REQUIRED ACTION: Among the lines below, count those containing the word "Fulton". Give the number only.

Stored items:
☆ ☆ ☆ ☆ ☆
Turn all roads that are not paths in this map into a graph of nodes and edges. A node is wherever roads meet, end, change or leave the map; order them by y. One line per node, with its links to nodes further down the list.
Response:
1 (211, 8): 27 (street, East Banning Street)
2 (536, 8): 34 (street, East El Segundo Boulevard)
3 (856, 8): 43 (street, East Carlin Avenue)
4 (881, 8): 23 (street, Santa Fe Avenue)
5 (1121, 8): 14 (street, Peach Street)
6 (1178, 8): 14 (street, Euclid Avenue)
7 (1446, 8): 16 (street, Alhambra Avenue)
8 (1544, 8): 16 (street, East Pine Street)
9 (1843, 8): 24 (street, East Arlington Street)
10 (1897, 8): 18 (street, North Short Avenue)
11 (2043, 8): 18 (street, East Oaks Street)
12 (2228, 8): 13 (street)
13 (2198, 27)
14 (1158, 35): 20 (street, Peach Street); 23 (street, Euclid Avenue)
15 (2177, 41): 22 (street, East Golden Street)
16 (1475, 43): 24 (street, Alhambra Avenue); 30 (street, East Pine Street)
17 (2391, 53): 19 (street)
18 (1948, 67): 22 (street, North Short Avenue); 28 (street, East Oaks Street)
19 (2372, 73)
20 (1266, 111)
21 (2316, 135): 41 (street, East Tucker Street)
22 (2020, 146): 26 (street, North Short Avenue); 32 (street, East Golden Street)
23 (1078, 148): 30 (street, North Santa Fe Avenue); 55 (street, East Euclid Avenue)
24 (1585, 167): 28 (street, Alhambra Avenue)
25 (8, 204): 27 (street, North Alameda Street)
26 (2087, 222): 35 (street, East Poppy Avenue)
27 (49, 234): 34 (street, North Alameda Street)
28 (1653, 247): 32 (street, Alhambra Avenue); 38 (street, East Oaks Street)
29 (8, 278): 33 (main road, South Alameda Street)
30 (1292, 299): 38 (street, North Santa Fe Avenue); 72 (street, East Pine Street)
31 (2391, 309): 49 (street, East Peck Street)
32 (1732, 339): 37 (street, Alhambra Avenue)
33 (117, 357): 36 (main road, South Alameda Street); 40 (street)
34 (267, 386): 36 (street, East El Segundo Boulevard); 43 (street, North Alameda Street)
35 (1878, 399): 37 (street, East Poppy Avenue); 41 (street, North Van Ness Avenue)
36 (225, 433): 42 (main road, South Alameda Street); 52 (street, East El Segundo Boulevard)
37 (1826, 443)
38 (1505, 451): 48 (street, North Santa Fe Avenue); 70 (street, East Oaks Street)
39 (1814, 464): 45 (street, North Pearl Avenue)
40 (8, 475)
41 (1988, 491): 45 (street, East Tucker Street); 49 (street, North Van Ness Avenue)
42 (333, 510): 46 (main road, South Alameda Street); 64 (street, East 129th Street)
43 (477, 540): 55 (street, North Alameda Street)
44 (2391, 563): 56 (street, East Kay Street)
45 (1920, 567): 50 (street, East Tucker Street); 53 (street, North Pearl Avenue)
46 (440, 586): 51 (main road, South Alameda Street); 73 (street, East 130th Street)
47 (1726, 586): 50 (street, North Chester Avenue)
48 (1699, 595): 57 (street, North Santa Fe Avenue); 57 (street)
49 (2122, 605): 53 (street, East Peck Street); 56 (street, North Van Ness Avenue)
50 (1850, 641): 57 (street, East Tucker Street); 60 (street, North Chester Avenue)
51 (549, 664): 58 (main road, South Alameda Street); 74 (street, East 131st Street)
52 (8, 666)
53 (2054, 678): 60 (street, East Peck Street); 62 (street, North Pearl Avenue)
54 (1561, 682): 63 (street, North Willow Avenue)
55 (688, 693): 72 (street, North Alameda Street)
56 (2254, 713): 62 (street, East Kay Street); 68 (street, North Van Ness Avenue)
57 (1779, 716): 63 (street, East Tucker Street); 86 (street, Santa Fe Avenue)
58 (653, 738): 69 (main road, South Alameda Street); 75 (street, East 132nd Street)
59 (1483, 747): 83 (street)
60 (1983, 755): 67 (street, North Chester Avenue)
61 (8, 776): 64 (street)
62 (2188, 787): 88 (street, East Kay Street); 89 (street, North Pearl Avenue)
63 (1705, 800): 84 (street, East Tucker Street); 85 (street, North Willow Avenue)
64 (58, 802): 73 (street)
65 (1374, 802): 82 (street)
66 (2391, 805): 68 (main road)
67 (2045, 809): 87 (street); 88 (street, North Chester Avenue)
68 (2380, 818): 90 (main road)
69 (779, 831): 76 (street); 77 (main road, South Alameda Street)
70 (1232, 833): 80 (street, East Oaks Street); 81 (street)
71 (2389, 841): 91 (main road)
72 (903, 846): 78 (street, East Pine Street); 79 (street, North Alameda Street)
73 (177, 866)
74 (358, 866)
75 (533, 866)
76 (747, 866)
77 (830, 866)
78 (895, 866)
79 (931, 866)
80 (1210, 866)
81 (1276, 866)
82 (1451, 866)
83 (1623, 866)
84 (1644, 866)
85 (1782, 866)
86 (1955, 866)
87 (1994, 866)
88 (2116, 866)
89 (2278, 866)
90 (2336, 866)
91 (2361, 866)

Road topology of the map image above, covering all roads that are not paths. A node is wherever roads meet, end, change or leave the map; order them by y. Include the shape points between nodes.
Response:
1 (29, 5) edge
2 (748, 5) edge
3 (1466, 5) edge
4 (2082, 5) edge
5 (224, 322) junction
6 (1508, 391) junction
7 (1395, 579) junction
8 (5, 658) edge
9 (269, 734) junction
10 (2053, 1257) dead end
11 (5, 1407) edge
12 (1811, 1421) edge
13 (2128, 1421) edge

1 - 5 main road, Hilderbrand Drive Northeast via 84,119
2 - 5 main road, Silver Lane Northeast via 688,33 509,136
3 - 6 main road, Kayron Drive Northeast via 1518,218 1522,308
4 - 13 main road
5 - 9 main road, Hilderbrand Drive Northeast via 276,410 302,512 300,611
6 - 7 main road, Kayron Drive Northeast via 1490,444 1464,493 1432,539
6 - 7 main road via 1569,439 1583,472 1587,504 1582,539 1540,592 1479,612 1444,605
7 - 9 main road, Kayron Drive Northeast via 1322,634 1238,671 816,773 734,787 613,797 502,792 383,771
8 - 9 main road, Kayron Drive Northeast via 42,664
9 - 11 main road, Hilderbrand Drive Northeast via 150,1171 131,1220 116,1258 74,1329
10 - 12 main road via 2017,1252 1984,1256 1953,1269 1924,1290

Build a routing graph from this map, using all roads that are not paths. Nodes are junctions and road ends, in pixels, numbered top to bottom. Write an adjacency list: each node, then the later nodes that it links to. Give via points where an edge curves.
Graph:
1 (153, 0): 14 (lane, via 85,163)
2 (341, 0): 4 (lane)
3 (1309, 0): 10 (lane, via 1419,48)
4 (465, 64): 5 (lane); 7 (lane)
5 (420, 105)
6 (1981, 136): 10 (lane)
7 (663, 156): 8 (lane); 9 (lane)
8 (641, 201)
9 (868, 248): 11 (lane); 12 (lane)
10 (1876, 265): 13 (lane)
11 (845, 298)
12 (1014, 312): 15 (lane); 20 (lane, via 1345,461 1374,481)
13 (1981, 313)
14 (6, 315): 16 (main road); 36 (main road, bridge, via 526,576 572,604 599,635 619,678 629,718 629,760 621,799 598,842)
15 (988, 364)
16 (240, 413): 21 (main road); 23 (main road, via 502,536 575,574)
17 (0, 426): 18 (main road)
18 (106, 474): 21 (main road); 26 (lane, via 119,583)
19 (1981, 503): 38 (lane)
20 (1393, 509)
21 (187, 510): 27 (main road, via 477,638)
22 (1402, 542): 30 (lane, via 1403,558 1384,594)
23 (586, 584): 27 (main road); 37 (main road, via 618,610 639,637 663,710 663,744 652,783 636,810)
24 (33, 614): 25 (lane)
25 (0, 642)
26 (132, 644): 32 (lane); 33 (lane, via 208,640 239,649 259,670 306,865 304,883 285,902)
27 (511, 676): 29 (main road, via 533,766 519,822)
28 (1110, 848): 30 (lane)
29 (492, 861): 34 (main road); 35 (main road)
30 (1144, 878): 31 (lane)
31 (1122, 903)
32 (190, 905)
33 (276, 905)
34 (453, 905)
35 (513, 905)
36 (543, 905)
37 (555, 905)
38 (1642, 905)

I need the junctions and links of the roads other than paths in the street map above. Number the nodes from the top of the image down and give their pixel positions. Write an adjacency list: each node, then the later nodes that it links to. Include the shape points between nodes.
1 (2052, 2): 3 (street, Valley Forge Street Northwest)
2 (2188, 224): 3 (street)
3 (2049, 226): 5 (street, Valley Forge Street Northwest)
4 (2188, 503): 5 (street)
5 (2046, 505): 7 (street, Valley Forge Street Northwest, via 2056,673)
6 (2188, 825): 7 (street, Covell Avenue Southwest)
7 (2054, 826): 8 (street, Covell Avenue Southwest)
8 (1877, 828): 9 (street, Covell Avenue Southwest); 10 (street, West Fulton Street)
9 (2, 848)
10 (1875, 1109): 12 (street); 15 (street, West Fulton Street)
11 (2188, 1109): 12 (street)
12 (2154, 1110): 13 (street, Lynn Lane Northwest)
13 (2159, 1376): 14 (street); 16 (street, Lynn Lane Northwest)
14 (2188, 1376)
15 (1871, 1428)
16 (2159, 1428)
☆ ☆ ☆ ☆ ☆
EXERCISE OUTPUT: 2